What you need to do: Your reply should be an exact copy of every entry, with the pictures removed.

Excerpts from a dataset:
□ □ □

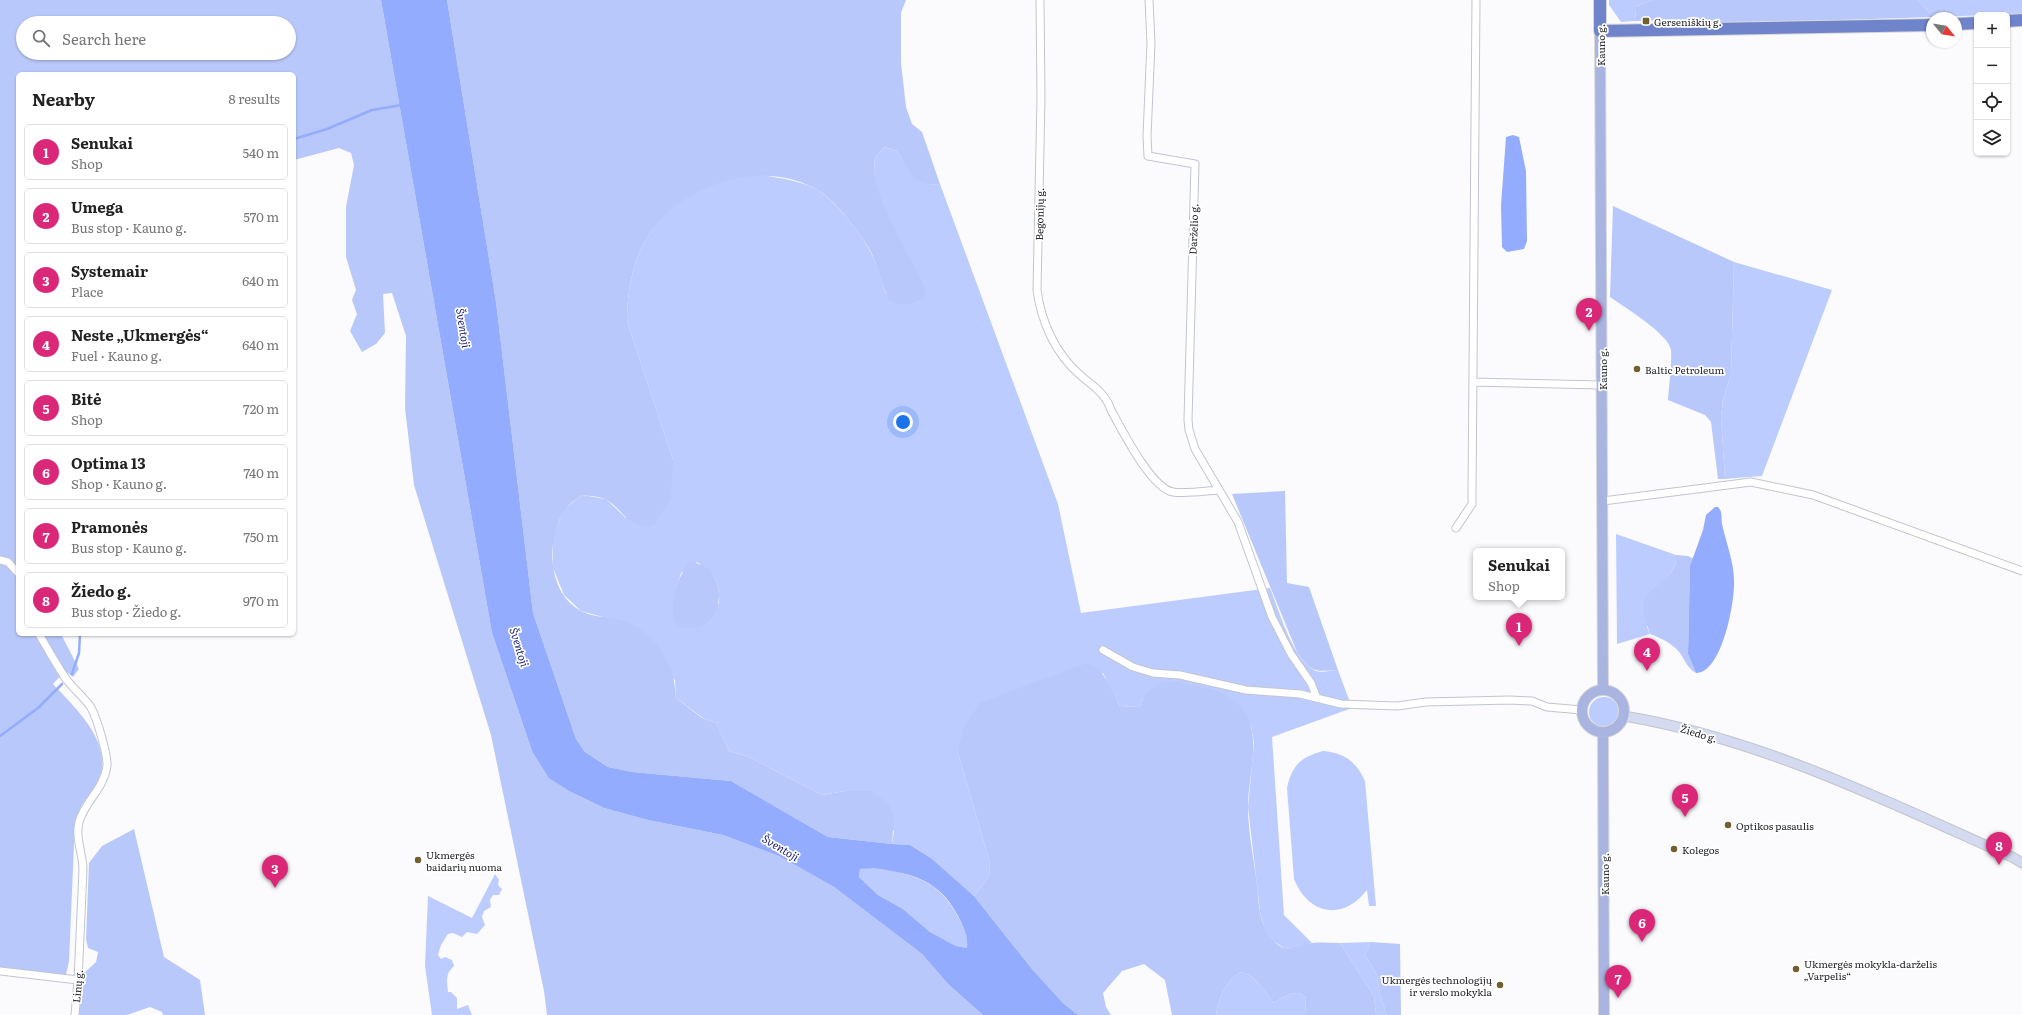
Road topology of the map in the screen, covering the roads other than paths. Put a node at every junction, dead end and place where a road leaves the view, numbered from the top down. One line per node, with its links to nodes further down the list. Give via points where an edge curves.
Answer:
1 (1040, 0): 13 (street, Begonijų g., via 1041,97 1037,290 1048,331 1067,362 1079,375 1094,384 1108,403 1139,458 1159,485 1174,492)
2 (1149, 0): 13 (street, Darželio g., via 1151,43 1148,156 1195,164 1188,420 1195,449)
3 (1476, 0): 11 (street)
4 (1600, 0): 10 (highway, Kauno g.)
5 (2022, 20): 6 (highway)
6 (2010, 21)
7 (1974, 23): 8 (highway)
8 (1962, 24)
9 (1926, 25): 10 (highway)
10 (1600, 31): 12 (main road, Kauno g.)
11 (1473, 382): 12 (street); 15 (street, via 1472,504)
12 (1602, 385): 14 (main road, Kauno g.)
13 (1219, 490): 22 (street, via 1238,522 1272,617 1291,654 1311,683)
14 (1603, 501): 18 (street, via 1751,482 1813,495); 21 (main road, Kauno g.)
15 (1456, 528)
16 (0, 560): 17 (street, via 8,562)
17 (16, 571)
18 (2022, 571)
19 (40, 636): 28 (street, Linų g., via 70,684 90,706 104,745 107,766 100,788 87,803 79,822 77,838 84,870)
20 (1102, 650): 22 (street, via 1133,667 1153,673 1180,675 1246,690 1300,694)
21 (1603, 690): 23 (main road, via 1590,694 1584,701); 24 (main road, via 1613,692 1620,698)
22 (1317, 698): 23 (street, via 1341,704 1397,706 1426,702 1510,700 1532,701 1547,707)
23 (1582, 710): 25 (main road, via 1584,720 1590,728)
24 (1624, 716): 25 (main road, via 1616,728); 26 (street, Žiedo g., via 1678,726 1821,773)
25 (1603, 732): 30 (main road, Kauno g.)
26 (2020, 861)
27 (0, 971): 28 (street)
28 (78, 980): 29 (street, Linų g.)
29 (75, 1015)
30 (1604, 1015)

□ □ □

Response below:
Road topology of the map in the screen, covering the roads other than paths. Put a node at every junction, dead end and place where a road leaves the view, numbered from the top down. One line per node, with its links to nodes further down the list. Give via points where an edge curves.
Answer:
1 (1040, 0): 13 (street, Begonijų g., via 1041,97 1037,290 1048,331 1067,362 1079,375 1094,384 1108,403 1139,458 1159,485 1174,492)
2 (1149, 0): 13 (street, Darželio g., via 1151,43 1148,156 1195,164 1188,420 1195,449)
3 (1476, 0): 11 (street)
4 (1600, 0): 10 (highway, Kauno g.)
5 (2022, 20): 6 (highway)
6 (2010, 21)
7 (1974, 23): 8 (highway)
8 (1962, 24)
9 (1926, 25): 10 (highway)
10 (1600, 31): 12 (main road, Kauno g.)
11 (1473, 382): 12 (street); 15 (street, via 1472,504)
12 (1602, 385): 14 (main road, Kauno g.)
13 (1219, 490): 22 (street, via 1238,522 1272,617 1291,654 1311,683)
14 (1603, 501): 18 (street, via 1751,482 1813,495); 21 (main road, Kauno g.)
15 (1456, 528)
16 (0, 560): 17 (street, via 8,562)
17 (16, 571)
18 (2022, 571)
19 (40, 636): 28 (street, Linų g., via 70,684 90,706 104,745 107,766 100,788 87,803 79,822 77,838 84,870)
20 (1102, 650): 22 (street, via 1133,667 1153,673 1180,675 1246,690 1300,694)
21 (1603, 690): 23 (main road, via 1590,694 1584,701); 24 (main road, via 1613,692 1620,698)
22 (1317, 698): 23 (street, via 1341,704 1397,706 1426,702 1510,700 1532,701 1547,707)
23 (1582, 710): 25 (main road, via 1584,720 1590,728)
24 (1624, 716): 25 (main road, via 1616,728); 26 (street, Žiedo g., via 1678,726 1821,773)
25 (1603, 732): 30 (main road, Kauno g.)
26 (2020, 861)
27 (0, 971): 28 (street)
28 (78, 980): 29 (street, Linų g.)
29 (75, 1015)
30 (1604, 1015)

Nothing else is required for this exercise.